How does the degree apprenticeship work?
You study a university course alongside 30+ hours of employment a week – so you'll need a relevant job role before you apply. In this case, the combination of the foundation course and the BEng Electrical Engineering top-up degree meets several apprenticeship 'standards'. So you can choose to work towards one of the following standards – Control/Technical Support Engineer, Electrical/Electronic Support Engineer or Embedded Electronic Systems Design and Development Engineer.
So you get to study for a recognised qualification, while earning a salary and having no student fees to pay.
Our next start date for this course is September 2019
The course normally takes 3 years part-time, with another 2 years to complete the degree top-up, followed by an endpoint assessment which you'll complete within a further 6 months.
1. Course summary
- Study the underlying principles of engineering before specialising in electrical.
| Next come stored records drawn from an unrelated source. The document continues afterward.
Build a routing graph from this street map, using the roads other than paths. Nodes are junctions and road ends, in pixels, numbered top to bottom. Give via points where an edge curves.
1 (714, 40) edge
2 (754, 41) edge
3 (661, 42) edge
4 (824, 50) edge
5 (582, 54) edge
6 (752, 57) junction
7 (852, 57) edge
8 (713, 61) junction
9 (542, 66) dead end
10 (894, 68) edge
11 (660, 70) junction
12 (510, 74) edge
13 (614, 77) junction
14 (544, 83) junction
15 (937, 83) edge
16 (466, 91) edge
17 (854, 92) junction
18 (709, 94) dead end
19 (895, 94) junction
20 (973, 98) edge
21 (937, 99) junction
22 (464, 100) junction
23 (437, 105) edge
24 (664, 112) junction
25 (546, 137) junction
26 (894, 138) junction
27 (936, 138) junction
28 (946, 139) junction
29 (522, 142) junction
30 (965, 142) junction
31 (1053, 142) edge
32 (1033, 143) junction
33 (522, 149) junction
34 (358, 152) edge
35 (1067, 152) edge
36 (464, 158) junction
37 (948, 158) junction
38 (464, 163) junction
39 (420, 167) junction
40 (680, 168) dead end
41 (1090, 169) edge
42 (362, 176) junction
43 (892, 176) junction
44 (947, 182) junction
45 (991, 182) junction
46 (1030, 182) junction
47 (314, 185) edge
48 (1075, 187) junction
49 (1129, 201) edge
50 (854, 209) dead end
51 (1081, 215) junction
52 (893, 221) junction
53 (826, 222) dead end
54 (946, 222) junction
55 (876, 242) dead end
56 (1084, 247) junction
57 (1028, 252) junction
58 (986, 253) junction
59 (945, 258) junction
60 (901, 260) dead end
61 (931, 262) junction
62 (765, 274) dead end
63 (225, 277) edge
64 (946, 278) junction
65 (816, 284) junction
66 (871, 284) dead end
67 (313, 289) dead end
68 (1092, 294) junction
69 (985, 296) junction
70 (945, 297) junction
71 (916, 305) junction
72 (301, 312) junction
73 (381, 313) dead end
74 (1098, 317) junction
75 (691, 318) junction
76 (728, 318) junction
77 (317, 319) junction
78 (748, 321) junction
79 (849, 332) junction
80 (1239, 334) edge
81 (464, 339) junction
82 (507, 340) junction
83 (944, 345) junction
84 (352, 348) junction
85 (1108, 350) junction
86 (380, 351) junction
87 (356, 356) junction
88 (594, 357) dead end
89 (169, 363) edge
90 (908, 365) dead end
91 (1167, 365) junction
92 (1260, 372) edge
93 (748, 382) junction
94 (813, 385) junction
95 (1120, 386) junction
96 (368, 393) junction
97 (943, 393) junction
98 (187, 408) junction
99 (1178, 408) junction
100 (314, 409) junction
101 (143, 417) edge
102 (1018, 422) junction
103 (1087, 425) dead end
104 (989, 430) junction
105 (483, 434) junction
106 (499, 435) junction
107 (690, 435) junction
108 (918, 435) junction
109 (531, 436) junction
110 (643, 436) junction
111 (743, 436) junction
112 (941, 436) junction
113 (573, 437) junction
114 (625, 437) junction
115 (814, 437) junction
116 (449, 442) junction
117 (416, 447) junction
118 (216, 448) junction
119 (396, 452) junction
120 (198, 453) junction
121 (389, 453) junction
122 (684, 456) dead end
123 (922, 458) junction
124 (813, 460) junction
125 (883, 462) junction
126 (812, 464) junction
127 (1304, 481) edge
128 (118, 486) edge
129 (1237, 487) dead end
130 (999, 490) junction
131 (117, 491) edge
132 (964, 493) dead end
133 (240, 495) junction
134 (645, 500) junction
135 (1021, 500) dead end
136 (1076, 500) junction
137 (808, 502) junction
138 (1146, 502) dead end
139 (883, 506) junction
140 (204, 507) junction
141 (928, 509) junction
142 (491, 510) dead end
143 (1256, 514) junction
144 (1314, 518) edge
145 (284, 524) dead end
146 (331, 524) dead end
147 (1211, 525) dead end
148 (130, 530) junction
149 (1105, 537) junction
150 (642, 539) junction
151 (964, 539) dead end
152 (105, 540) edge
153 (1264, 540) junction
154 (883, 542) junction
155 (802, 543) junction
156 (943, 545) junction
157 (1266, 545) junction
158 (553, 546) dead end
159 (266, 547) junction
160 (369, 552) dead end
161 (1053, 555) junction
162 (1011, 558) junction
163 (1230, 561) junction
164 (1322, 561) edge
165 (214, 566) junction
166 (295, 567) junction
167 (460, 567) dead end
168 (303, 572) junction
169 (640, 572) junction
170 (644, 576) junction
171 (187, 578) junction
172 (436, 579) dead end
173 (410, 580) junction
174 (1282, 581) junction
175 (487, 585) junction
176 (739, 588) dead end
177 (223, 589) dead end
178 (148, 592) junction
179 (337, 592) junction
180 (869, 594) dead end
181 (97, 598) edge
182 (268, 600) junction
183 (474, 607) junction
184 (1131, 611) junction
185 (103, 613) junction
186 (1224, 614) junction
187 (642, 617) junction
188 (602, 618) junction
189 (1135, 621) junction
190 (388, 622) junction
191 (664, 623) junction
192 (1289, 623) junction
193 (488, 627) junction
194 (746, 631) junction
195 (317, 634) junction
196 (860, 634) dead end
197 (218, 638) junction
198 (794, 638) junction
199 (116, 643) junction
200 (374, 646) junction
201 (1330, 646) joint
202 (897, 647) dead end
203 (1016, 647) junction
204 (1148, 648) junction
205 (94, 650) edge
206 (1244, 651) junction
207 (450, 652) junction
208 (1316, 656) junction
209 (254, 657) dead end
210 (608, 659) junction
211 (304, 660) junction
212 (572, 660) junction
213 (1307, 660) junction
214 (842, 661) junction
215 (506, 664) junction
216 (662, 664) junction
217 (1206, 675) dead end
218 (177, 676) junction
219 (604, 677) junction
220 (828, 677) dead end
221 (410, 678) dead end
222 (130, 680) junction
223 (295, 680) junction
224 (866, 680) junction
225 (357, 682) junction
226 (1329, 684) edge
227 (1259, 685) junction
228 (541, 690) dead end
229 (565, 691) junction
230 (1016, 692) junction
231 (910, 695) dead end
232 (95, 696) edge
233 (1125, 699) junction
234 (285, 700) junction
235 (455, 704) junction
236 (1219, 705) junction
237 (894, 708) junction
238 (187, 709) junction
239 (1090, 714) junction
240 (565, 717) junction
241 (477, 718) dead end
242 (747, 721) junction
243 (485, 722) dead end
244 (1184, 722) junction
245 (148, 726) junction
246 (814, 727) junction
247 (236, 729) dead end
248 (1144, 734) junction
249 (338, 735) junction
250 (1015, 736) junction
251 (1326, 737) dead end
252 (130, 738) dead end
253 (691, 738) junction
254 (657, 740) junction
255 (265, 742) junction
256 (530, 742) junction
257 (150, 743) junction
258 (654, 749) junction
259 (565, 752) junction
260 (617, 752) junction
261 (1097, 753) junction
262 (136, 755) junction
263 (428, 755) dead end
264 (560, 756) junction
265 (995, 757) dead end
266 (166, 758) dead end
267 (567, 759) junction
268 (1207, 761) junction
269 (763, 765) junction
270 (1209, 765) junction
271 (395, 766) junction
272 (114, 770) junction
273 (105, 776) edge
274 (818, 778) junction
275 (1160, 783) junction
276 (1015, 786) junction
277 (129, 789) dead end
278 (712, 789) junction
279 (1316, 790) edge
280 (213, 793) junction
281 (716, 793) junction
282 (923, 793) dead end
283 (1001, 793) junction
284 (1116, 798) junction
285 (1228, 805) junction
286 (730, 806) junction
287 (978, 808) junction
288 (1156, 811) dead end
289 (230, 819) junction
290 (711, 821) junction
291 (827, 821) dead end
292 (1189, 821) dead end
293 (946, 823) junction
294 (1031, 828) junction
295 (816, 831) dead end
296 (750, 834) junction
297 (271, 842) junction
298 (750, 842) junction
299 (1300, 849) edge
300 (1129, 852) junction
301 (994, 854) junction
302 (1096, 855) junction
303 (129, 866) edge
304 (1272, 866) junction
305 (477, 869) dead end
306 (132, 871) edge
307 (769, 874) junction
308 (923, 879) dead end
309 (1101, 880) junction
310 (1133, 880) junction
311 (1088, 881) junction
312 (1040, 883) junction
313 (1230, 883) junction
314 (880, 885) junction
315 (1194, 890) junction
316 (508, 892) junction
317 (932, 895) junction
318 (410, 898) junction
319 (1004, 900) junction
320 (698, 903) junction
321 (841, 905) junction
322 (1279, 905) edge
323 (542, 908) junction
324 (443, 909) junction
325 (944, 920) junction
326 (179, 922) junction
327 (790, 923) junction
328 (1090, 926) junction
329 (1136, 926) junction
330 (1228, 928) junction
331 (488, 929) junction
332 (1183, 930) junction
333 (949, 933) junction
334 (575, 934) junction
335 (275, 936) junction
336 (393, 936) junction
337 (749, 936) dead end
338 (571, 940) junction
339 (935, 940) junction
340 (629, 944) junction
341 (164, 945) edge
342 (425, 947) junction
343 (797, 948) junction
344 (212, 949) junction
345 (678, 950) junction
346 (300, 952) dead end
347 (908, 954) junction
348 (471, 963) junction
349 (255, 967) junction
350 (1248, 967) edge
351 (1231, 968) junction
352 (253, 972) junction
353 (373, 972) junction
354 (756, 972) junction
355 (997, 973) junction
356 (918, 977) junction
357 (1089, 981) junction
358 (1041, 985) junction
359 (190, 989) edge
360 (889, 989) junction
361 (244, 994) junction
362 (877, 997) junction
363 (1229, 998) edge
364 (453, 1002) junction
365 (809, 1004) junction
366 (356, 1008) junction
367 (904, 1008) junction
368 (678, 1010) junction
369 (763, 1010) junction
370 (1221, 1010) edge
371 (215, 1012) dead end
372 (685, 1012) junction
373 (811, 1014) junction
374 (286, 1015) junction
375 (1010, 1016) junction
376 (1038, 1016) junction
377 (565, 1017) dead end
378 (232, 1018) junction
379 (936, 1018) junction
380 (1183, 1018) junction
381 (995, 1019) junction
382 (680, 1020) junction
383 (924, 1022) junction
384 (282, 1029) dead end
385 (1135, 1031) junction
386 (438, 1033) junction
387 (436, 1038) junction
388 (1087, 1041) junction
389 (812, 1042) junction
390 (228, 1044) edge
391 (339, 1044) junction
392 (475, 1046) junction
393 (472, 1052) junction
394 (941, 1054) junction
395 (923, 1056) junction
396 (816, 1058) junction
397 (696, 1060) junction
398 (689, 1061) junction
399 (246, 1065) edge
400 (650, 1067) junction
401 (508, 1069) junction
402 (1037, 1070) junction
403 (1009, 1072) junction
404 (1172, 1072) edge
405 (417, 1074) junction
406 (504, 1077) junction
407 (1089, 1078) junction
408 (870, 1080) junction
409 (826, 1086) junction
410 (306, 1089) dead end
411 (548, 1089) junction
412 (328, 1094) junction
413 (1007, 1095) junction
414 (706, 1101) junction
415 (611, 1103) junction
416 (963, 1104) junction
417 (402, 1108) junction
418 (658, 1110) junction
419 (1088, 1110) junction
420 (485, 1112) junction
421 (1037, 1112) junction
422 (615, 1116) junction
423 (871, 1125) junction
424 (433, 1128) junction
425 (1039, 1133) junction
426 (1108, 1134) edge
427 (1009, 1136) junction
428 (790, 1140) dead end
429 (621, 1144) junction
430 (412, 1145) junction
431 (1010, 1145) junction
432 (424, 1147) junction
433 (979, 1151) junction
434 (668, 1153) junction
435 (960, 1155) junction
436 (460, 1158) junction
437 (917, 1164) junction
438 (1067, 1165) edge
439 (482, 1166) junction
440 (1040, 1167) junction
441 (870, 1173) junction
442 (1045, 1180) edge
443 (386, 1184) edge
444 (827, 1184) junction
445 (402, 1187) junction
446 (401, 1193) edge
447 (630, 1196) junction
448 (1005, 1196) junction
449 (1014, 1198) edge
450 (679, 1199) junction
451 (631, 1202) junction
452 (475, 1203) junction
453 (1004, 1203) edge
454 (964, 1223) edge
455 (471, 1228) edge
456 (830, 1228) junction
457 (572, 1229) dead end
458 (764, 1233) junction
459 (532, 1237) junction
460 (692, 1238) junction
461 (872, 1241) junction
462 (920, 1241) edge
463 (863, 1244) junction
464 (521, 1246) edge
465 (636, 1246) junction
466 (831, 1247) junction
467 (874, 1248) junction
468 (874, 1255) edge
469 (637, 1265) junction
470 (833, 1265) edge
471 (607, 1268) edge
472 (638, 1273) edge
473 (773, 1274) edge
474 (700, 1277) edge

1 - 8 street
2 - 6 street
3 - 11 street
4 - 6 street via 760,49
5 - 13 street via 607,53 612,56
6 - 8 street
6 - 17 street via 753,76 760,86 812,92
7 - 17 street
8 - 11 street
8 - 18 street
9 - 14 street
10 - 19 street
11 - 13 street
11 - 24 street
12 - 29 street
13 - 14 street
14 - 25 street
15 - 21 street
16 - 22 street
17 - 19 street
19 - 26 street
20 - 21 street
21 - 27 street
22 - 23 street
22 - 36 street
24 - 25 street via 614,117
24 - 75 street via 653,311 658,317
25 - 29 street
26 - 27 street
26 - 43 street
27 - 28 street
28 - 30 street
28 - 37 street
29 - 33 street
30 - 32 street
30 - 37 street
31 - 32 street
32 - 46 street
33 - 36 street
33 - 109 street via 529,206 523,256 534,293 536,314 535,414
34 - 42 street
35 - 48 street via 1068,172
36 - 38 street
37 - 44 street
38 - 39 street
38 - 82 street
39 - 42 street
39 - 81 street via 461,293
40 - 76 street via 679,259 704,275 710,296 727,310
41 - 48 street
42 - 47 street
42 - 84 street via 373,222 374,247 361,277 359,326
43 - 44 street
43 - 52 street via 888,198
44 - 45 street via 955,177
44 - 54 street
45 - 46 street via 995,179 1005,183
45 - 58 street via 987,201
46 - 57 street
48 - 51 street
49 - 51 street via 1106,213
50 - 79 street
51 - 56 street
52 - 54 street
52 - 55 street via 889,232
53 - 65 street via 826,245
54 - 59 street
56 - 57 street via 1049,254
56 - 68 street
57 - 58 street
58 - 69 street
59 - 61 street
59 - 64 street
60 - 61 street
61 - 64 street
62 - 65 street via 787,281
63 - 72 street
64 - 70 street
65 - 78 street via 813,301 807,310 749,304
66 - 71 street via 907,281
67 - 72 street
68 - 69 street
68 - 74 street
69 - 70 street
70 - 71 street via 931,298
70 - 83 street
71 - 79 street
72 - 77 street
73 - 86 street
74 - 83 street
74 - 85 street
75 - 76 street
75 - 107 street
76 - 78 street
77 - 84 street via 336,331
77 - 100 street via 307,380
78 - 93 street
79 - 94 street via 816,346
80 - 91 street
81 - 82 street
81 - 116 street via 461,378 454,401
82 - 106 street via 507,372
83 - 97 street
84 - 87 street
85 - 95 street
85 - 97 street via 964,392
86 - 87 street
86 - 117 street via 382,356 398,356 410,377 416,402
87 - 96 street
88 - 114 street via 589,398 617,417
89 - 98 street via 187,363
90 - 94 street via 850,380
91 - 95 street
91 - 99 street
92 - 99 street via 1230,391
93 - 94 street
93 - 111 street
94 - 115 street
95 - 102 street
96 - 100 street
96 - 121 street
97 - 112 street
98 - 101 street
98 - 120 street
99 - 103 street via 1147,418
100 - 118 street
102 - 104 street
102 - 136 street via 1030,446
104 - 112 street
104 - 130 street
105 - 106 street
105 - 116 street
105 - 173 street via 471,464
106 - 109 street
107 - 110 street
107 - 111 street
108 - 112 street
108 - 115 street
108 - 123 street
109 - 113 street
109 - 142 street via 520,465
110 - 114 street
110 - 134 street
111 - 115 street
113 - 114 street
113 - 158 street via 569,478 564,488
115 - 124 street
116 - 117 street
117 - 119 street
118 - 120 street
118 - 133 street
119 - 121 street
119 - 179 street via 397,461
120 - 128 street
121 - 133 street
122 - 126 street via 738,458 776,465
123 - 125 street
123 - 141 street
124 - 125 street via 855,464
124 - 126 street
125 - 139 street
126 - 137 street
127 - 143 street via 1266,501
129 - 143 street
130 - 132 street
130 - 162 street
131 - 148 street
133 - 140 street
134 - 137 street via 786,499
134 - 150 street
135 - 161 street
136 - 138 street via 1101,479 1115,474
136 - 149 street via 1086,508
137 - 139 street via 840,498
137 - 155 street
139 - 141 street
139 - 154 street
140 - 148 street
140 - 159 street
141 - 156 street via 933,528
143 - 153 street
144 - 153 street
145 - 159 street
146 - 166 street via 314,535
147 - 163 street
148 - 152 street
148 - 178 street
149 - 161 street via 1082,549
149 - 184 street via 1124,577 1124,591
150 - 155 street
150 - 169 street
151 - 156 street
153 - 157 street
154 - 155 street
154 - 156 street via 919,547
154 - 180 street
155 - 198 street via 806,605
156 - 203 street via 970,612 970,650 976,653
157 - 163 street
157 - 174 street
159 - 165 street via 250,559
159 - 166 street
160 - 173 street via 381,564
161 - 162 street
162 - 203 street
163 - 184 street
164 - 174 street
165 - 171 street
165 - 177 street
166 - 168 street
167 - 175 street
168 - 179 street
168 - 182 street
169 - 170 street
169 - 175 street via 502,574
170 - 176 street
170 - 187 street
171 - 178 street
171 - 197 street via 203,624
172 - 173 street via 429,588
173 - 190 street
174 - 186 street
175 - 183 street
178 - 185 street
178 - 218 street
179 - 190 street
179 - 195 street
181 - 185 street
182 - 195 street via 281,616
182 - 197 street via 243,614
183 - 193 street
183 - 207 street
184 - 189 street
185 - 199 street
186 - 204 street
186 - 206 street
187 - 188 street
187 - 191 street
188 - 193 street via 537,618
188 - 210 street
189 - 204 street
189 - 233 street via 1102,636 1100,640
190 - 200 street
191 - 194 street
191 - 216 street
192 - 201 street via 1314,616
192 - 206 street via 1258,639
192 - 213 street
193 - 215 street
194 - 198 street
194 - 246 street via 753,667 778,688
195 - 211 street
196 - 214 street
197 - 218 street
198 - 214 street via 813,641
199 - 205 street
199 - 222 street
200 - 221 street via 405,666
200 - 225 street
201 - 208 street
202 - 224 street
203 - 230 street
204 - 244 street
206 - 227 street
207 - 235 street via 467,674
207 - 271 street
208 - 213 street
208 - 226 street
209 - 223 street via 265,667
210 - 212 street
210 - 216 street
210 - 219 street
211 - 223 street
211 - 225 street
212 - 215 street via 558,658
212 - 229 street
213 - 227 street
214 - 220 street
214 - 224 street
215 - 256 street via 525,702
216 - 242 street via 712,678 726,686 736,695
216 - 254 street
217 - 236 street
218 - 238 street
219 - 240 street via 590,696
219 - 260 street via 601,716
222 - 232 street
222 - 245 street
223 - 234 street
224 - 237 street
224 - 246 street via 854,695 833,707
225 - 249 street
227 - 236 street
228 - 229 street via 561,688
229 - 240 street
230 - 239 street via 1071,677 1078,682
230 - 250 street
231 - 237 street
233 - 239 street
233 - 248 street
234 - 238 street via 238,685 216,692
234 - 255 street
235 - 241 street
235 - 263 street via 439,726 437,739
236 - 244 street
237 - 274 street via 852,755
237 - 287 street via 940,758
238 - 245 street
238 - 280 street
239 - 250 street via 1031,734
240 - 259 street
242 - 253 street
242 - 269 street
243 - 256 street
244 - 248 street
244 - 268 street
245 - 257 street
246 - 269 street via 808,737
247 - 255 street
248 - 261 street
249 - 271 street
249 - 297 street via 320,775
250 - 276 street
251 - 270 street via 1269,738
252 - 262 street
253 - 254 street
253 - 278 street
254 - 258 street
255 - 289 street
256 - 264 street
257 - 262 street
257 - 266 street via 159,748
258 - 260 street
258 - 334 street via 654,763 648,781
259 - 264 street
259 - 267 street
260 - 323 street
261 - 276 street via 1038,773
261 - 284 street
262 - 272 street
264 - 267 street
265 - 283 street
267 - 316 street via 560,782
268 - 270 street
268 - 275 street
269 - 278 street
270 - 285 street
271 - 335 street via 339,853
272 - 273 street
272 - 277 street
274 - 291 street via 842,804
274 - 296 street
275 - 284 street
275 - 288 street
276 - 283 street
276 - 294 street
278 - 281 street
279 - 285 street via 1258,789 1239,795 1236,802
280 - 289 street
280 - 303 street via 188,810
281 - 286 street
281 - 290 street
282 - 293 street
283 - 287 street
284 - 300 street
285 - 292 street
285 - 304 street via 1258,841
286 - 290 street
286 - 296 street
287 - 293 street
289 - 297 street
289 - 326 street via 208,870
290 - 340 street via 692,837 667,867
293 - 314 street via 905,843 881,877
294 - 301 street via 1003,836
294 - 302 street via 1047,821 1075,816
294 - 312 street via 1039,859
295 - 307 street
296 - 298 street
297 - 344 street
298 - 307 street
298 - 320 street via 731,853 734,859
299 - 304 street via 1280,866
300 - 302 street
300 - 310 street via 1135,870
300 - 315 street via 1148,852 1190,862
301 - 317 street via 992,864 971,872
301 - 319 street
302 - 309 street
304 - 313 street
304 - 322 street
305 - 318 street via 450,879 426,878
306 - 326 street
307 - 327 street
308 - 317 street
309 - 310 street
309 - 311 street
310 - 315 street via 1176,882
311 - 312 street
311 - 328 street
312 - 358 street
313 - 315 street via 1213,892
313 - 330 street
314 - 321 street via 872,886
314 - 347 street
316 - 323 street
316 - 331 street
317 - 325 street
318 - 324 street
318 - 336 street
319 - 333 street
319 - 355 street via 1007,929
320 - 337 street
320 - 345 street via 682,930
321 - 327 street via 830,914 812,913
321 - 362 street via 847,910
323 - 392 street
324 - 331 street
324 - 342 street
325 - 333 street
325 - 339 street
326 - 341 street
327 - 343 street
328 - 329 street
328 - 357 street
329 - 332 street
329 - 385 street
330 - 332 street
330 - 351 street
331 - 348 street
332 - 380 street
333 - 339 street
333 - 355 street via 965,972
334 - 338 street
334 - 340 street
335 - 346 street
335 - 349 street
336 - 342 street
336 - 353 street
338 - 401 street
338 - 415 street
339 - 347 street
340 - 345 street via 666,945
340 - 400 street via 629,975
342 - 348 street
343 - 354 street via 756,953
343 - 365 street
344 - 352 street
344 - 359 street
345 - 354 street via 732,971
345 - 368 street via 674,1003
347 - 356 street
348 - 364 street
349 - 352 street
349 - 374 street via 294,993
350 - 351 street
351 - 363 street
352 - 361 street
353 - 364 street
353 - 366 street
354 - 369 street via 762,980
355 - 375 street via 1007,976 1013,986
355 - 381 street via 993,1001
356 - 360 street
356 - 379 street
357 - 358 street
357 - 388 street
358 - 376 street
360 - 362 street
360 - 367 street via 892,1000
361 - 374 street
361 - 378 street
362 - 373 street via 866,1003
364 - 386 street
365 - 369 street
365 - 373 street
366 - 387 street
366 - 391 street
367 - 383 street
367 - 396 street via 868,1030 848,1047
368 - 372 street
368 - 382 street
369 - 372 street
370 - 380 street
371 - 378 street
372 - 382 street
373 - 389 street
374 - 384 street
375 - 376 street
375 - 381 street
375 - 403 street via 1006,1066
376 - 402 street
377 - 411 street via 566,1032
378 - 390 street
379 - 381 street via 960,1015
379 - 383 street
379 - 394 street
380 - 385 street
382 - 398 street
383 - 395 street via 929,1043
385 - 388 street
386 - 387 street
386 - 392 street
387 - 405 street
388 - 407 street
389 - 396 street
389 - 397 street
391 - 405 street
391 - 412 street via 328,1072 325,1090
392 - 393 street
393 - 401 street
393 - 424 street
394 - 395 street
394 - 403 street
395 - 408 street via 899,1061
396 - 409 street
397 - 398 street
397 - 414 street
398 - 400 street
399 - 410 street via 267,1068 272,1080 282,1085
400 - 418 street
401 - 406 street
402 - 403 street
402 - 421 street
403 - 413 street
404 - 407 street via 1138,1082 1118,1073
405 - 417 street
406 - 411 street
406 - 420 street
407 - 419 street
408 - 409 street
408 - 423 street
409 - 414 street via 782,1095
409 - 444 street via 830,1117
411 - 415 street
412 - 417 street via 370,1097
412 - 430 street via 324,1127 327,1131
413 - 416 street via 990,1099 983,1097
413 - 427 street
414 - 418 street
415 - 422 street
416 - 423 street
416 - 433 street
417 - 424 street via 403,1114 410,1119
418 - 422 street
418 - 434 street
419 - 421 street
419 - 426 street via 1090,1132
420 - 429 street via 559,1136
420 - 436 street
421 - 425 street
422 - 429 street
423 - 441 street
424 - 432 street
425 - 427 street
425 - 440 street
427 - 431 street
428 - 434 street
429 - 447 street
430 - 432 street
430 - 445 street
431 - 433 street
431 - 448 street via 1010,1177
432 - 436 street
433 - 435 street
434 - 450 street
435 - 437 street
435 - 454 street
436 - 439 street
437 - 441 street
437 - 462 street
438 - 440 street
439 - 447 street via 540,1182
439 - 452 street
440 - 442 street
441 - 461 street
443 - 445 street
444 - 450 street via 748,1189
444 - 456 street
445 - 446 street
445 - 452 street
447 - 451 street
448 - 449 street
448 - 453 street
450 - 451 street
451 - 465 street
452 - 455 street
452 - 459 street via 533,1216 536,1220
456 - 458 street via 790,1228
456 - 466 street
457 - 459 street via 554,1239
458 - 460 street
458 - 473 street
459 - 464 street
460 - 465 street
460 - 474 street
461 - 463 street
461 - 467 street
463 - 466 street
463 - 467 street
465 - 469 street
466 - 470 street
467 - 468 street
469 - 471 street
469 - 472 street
- Apply your learning in the workplace and complete projects in systems design.
- Gain a foundation degree and progress into the Electrical Engineering top-up degree.
Employers are looking for engineering technicians who can combine specialist knowledge with an appreciation of the different engineering disciplines. Additionally, the Engineering UK 2016 report recommends the number of graduates entering engineering occupations needs to double by 2022. So with these qualifications and accreditation from The Institution of Engineering and Technology, you’ll be in a great position to develop your career.
2. How you learn
You’ll learn while working in a current engineering role, so while you study you’ll have the flexibility to work in a variety of related roles across your organisation. As part of the course you’ll gain specialist electrical knowledge, including topics like computing, electrical machines and microprocessors.
You learn through
- part-time study at Sheffield Hallam
- workplace learning
- in-class timed assessments
- portfolio work
3. Where you'll study
You'll study at our City Campus, in modern teaching labs with state of the art testing and analysis equipment.
4. Entry requirements
You need a job role to accompany your apprenticeship course
This has to be 30+ hours a week of employment in a relevant job role – and you would need your employer to agree to fund your course, either through government co-funding or the apprenticeship levy. You must also have the right to Abode in the UK.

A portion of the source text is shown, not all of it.